Land of the dead



L'ouverture de Land of the dead relève de la poésie. Dans un jardin anglais joliment apocalyptique, des zombies déambulent, d'autres, en concert, s'essaient à la musique de chambre, les premiers semblant apprécier les tentatives artistiques des seconds.
Avec son quatrième opus consacré aux morts-vivants, Romero n'a cependant pas perdu sa verve gore et contestataire. Assurément, le héros principal du film, à défaut d'être le personnage principal, n'est ni Riley ni Slack (Asia Argento, qui, au passage, aurait mérité un rôle plus étoffé) mais sans conteste ce pompiste révolutionnaire, le bien surnommé Big Daddy, prolongement de Bub, le sujet d'expérience du Dr Frankenstein dans Day of the dead. Big Daddy, parce qu'il est le leader de ces êtres revenus à la vie tout en ayant perdu l'essentiel, la conscience d'être en vie, celui qui va les aider à (ré)acquérir cette conscience.

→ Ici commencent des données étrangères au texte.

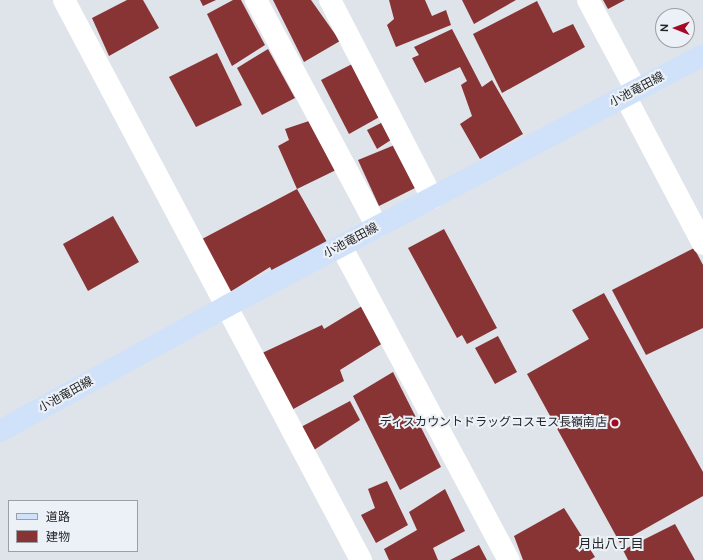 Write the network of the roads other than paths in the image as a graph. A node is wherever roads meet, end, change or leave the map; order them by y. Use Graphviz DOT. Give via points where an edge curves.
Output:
graph roads {
  1 [pos="64,0"];
  2 [pos="256,0"];
  3 [pos="330,0"];
  4 [pos="588,0"];
  5 [pos="703,55"];
  6 [pos="631,93"];
  7 [pos="432,198"];
  8 [pos="377,227"];
  9 [pos="703,244"];
  10 [pos="341,246"];
  11 [pos="228,306"];
  12 [pos="0,431"];
  13 [pos="361,560"];
  14 [pos="509,560"];
  1 -- 11 [label="street"];
  2 -- 8 [label="street"];
  3 -- 7 [label="street"];
  4 -- 6 [label="street"];
  5 -- 6 [label="main road, 小池竜田線"];
  6 -- 7 [label="main road, 小池竜田線"];
  6 -- 9 [label="street"];
  7 -- 8 [label="main road, 小池竜田線"];
  8 -- 10 [label="main road, 小池竜田線"];
  10 -- 11 [label="main road, 小池竜田線"];
  10 -- 14 [label="street"];
  11 -- 12 [label="main road, 小池竜田線"];
  11 -- 13 [label="street"];
} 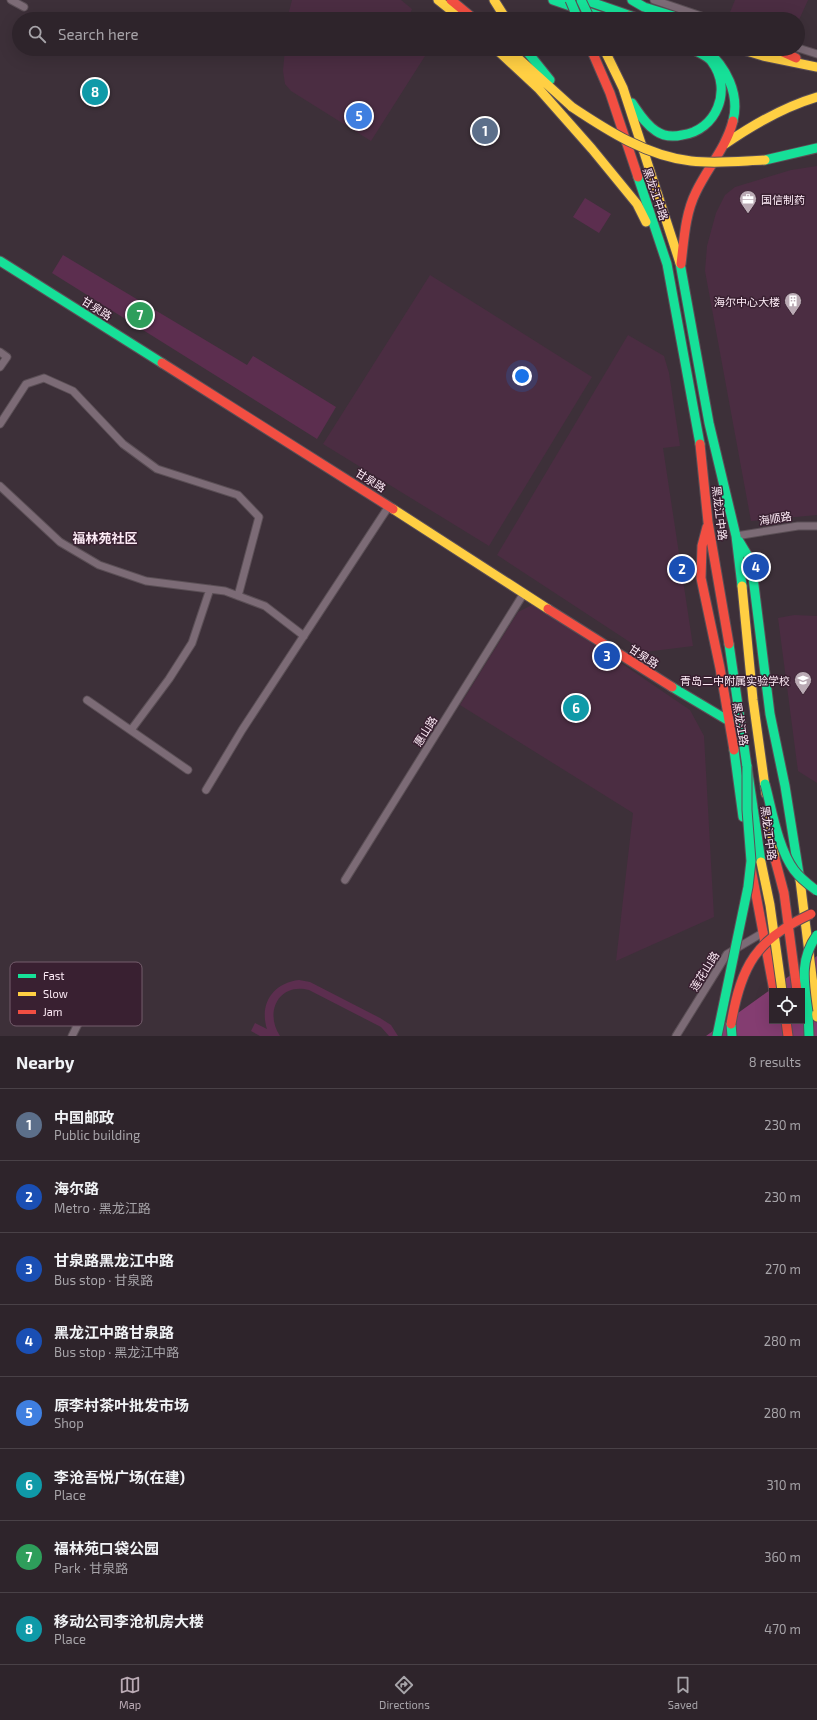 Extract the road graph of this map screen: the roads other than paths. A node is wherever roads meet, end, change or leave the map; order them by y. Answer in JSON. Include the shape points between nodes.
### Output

Les zombies de Land of the dead sont en quête de leur âme perdue, leur attirance pour les "fleurs célestes" (les fusées éclairantes destinées à faire diversion) en est la plus belle manifestation. Big Daddy, lui, ne les voit déjà plus, tout occupé à défendre son territoire et à protéger les siens. Big Daddy n'est plus distrait par les chimères. Big Daddy entend faire évoluer son espèce, au besoin en mettant un M16 dans les mains d'une de ses congénères pour abattre un soldat. Les zombies ne s'attardent déjà plus sur leurs victimes et leur consommation, leur motivation est désormais toute autre.
Dans Land of the dead, les vivants, eux, ne sont plus que l'ombre d'eux mêmes. Romero le souligne dans de très beaux, et souvent très horrifiques, jeux d'ombres, la photo expressionniste du film renforçant le propos du réalisateur. Car les vivants ne sont plus que des survivants, reclus dans une cité fortifiée (pas si fortifiée que çà au final : on avait oublié que les zombies étaient waterproof), une ville haute et une ville basse (plus que l'hommage de Romero à Metropolis, la vision du réalisateur de la société américaine), où le spectacle favori des hommes se déroule à nouveau dans une arène, les morts-vivants ayant remplacé les lions, les putes insoumises les chrétiens.
A l'image de Big Daddy que l'on voit s'éloigner à la fin du film, épargné par Riley, les films de Romero, depuis Dawn of the dead, se terminent par une belle échappée, et celle de Land of the dead (celle d'un zombie donc) est assurément la plus émouvante.